Supreme Court of Canada to hear B.C. woman’s class action against Facebook

Case hinges on whether Facebook's terms and conditions trump B.C. law

B.C. resident Deborah Douez sued Facebook for its now-defunct policy of allowing users' photos to appear in "sponsored stories"

The Supreme Court of Canada (SCC) announced March 10 that it will consider a case that hinges on whether Facebook’s online terms and conditions trump B.C.’s Privacy Act.

The case arose in 2014 when B.C. resident Deborah Douez sued Facebook for compensation after the social networking giant used her photo in a now-defunct advertising format known as “sponsored stories.”

Essentially that advertising format enabled Facebook advertisers to use in marketing material the likeness of Facebook users who had clicked like on corporate posts to Facebook.

Facebook applied for a stay of proceedings, arguing that case should not be heard in B.C. because its terms and conditions, which all users must agree to, stipulate that all legal actions and disputes must be heard in California.

British Columbia Supreme Court (BCSC) Justice Susan Griffin ruled that the case could indeed be heard in B.C. because the province’s Privacy Act has a clause that says all cases regarding the privacy of B.C. residents are to be heard in B.C.

She also ruled that the case could proceed as a class action lawsuit.

Facebook, which disclosed in court filings that 1.8 million British Columbians were featured in its “sponsored stories,” appealed her ruling.

The British Columbia Court of Appeal (BCCOA) sided with Facebook in 2015, when it ruled that the case should be heard in California.

Douez’ lawyer, Branch McMaster partner Christopher Rhone, told Business in Vancouver on March 10 that he believes that the SCC decided to hear the case because it has ramifications far beyond disputes about Facebook.

“These sorts of terms and conditions are fairly common” he said.

“The SCC doesn’t give reasons why they’re hearing cases but my suspicion is that they are concerned about this particular issue of whether these online terms can be used to trump statutory protection [from provincial legislatures.]”
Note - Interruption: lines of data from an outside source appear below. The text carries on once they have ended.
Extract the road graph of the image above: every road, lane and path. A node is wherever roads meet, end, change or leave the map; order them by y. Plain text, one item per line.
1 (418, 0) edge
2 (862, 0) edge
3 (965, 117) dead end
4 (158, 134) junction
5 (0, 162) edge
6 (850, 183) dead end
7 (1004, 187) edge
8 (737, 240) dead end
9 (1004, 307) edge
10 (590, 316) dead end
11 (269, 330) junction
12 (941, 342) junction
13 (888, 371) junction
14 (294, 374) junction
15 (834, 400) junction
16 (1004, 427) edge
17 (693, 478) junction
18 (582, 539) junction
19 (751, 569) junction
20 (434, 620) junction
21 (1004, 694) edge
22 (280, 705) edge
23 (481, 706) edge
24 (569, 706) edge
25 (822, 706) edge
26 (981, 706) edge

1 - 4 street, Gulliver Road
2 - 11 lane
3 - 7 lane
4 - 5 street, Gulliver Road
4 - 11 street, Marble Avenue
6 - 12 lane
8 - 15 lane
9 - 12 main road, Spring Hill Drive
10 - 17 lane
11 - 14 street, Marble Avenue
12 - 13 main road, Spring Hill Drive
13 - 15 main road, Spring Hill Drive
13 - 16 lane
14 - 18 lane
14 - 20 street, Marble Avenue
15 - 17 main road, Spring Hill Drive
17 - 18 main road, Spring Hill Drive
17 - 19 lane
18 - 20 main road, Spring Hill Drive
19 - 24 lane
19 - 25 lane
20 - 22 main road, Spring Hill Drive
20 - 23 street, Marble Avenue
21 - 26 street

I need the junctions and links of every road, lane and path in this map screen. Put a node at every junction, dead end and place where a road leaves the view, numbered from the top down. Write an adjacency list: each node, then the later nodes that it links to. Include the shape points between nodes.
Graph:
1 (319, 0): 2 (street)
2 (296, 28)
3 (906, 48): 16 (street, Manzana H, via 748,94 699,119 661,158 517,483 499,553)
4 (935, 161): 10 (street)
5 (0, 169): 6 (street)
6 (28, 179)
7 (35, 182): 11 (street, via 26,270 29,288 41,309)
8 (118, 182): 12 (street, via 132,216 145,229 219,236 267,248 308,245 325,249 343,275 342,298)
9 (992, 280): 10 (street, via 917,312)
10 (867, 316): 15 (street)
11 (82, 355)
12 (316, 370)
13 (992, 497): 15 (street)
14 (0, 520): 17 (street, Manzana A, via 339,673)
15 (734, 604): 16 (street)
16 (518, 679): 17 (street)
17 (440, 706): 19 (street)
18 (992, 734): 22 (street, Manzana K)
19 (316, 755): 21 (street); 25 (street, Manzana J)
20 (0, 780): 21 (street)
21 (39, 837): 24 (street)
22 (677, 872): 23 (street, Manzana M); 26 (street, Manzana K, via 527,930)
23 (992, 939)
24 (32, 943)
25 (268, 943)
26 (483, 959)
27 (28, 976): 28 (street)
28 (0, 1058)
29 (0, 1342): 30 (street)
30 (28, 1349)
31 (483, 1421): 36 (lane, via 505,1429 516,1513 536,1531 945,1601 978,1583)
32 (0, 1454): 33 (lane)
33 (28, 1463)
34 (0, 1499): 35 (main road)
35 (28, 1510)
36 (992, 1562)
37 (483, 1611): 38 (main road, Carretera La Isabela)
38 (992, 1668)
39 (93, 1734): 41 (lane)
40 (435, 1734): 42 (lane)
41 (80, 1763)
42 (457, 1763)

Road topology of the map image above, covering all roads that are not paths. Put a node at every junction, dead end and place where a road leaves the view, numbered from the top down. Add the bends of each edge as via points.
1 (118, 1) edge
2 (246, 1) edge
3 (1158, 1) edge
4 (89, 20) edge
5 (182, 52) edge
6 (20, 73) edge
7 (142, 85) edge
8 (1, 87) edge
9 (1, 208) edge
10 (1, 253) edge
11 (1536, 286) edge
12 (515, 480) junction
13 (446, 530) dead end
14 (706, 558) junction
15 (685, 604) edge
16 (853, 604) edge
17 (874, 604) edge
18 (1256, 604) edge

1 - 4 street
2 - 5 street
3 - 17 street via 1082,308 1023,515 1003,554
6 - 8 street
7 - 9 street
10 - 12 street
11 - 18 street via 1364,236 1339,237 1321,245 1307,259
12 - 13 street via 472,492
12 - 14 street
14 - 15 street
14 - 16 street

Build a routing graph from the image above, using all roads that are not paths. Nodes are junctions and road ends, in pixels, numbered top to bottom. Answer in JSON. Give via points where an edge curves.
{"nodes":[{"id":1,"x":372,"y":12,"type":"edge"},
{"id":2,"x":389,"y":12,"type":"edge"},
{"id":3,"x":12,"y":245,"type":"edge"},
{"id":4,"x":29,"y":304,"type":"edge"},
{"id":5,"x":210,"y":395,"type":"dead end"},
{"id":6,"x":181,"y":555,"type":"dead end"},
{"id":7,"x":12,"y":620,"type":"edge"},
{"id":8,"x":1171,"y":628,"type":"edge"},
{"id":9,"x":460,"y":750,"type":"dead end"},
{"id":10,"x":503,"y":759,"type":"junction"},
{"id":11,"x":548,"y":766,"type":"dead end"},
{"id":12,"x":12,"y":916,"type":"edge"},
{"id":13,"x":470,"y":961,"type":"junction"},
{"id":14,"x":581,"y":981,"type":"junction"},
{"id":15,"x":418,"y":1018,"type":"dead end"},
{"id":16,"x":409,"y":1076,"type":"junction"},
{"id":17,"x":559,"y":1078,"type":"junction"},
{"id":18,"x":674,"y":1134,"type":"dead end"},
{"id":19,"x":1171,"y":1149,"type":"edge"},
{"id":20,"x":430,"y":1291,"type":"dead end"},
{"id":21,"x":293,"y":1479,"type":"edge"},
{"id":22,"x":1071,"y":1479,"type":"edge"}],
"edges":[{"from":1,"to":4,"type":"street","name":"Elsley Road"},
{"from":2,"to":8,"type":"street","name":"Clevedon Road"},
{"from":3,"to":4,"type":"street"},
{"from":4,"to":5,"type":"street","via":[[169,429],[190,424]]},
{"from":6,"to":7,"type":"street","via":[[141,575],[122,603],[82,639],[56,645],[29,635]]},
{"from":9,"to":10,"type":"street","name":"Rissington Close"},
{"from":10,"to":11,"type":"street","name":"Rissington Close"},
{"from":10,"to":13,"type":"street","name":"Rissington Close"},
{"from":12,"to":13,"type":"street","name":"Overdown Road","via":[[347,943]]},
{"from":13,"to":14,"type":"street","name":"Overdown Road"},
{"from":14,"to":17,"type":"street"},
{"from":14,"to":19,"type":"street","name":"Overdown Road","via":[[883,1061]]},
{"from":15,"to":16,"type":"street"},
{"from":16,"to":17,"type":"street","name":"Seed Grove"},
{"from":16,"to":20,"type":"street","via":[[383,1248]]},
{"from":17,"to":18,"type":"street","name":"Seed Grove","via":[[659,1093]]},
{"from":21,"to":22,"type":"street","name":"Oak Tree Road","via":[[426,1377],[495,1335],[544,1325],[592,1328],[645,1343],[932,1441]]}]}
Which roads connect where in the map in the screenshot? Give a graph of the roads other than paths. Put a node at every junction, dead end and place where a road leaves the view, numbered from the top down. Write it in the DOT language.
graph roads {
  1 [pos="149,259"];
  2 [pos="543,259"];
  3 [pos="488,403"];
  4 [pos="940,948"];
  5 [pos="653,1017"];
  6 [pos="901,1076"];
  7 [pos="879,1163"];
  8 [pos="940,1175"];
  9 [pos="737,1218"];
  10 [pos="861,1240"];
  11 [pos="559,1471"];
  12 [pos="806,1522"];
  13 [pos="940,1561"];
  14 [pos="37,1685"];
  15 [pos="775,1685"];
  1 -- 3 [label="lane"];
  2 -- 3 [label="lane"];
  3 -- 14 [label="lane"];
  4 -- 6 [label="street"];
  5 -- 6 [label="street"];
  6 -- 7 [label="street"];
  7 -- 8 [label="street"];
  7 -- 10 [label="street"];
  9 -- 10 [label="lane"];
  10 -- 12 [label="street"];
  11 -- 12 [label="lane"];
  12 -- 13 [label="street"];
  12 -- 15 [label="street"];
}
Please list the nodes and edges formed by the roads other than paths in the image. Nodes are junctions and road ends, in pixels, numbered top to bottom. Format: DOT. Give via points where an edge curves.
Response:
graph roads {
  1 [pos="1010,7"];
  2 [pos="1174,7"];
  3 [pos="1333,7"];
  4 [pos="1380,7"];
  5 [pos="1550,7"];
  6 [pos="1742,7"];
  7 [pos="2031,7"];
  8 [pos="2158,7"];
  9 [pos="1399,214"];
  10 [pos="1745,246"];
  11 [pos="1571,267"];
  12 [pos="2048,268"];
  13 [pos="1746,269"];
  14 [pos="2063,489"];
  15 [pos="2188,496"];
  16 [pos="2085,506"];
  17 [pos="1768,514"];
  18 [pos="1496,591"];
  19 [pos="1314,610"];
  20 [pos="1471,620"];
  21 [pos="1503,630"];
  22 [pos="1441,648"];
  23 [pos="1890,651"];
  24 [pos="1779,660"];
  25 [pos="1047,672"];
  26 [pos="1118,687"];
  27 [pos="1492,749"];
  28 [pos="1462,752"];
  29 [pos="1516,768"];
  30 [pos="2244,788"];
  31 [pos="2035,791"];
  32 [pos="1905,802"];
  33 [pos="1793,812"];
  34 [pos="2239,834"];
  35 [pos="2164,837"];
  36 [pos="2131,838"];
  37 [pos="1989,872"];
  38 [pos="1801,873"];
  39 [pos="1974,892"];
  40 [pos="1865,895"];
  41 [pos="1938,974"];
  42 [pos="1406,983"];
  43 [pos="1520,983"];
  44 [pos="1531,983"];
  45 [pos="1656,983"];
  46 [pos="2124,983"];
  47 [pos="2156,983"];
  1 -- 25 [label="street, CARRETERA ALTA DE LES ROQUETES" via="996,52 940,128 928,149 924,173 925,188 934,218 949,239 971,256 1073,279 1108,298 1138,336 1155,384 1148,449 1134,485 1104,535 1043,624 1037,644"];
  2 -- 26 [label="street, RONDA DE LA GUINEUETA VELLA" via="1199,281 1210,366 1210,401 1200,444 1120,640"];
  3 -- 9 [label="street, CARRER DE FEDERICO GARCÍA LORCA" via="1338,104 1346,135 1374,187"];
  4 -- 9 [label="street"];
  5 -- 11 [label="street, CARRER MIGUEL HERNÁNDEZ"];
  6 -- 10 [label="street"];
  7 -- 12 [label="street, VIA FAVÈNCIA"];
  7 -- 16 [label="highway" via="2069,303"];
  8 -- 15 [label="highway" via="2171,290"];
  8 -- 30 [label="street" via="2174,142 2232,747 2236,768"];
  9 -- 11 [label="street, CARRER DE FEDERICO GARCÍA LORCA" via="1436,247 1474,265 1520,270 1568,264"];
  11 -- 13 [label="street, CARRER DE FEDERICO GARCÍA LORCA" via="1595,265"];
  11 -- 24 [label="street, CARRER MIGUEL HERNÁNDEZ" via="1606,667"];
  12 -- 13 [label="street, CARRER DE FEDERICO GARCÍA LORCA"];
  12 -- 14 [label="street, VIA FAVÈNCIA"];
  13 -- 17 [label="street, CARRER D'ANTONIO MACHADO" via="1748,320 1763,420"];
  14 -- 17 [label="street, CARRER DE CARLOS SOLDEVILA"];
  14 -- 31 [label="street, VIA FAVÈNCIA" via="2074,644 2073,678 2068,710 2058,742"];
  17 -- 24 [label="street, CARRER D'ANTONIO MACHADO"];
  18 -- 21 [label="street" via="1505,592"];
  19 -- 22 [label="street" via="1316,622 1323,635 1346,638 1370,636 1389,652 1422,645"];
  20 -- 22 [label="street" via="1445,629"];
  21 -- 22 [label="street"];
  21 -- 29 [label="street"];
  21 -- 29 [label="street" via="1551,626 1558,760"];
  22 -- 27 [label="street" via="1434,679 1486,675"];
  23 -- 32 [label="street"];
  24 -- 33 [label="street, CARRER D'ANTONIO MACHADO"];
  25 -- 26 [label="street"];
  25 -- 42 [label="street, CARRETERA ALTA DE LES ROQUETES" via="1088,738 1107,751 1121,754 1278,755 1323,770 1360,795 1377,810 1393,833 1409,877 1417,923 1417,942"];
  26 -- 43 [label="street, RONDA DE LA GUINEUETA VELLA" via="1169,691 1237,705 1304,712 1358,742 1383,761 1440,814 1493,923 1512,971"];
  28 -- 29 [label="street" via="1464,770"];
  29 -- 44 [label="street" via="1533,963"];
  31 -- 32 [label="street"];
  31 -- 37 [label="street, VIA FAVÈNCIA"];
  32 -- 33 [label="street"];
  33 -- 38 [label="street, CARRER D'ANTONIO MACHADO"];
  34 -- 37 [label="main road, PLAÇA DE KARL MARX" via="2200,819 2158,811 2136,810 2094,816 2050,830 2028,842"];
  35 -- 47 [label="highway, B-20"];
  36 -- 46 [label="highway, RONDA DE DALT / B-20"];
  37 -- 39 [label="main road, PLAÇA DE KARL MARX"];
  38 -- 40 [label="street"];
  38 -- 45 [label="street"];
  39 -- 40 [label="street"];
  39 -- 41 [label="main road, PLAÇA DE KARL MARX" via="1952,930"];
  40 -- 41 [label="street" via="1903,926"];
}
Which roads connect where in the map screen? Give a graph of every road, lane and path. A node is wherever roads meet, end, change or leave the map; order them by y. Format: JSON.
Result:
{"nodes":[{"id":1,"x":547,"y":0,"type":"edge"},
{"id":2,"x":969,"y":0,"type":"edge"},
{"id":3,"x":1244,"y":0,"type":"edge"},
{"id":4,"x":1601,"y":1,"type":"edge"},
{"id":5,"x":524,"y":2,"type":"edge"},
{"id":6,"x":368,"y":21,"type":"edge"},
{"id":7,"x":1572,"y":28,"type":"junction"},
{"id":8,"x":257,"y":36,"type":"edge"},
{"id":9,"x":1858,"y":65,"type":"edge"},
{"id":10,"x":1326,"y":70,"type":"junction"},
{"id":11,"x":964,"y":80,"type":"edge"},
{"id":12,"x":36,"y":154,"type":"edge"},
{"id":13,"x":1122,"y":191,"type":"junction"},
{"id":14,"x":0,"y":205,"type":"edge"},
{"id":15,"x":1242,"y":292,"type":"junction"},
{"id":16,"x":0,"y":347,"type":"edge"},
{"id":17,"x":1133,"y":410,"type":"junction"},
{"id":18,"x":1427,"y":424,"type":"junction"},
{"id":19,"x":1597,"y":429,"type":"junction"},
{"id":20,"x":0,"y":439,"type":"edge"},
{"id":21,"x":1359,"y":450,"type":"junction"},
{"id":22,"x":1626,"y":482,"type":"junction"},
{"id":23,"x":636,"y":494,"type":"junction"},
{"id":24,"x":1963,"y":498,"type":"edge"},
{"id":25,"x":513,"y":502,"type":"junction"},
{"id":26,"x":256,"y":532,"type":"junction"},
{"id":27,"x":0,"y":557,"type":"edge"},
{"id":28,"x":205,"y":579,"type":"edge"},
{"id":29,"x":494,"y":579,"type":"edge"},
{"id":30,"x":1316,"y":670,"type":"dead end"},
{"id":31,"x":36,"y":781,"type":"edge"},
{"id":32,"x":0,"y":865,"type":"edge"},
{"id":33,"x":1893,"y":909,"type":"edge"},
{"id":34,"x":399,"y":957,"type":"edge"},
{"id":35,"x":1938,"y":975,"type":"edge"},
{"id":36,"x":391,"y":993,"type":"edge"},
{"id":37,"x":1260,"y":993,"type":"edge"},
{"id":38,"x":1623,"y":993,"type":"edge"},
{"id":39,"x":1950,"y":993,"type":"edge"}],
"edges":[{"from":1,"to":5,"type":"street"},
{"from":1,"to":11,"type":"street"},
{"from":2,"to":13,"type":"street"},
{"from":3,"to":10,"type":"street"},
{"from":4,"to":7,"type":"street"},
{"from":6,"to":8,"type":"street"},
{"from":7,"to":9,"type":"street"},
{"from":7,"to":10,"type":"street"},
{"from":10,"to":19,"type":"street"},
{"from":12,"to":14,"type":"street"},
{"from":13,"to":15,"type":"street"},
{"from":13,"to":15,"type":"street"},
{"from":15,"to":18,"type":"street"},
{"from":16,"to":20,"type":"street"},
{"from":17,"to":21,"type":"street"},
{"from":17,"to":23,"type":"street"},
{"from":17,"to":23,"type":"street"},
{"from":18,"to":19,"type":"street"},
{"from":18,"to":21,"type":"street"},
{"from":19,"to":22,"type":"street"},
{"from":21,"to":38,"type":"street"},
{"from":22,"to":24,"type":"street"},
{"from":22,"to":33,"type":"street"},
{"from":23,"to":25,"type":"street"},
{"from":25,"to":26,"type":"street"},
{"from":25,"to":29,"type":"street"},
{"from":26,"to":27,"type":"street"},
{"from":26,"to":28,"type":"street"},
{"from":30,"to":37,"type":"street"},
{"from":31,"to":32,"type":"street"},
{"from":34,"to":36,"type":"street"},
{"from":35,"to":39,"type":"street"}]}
Facebook lawyer, Osler partner Tristam Mallett, did not return BIV’s calls by press time.

While the SCC will decide the jurisdiction of the lawsuit, it may punt the case back to the BCCOA to confirm the BCSC ruling that the case should be a certified class action lawsuit. That's because Facebook appealed both on the jurisdiction and on whether the case should be certified. The BCCOA made no ruling on whether the case should be certified because it first deemed the case to be in the wrong jurisdiction. 

The SCC is extremely unlikely to determine if damages are warranted. The likely place for that to be decided – if the case is deemed to be heard in Canada and the case is certified as a class action – will be back in the BCSC.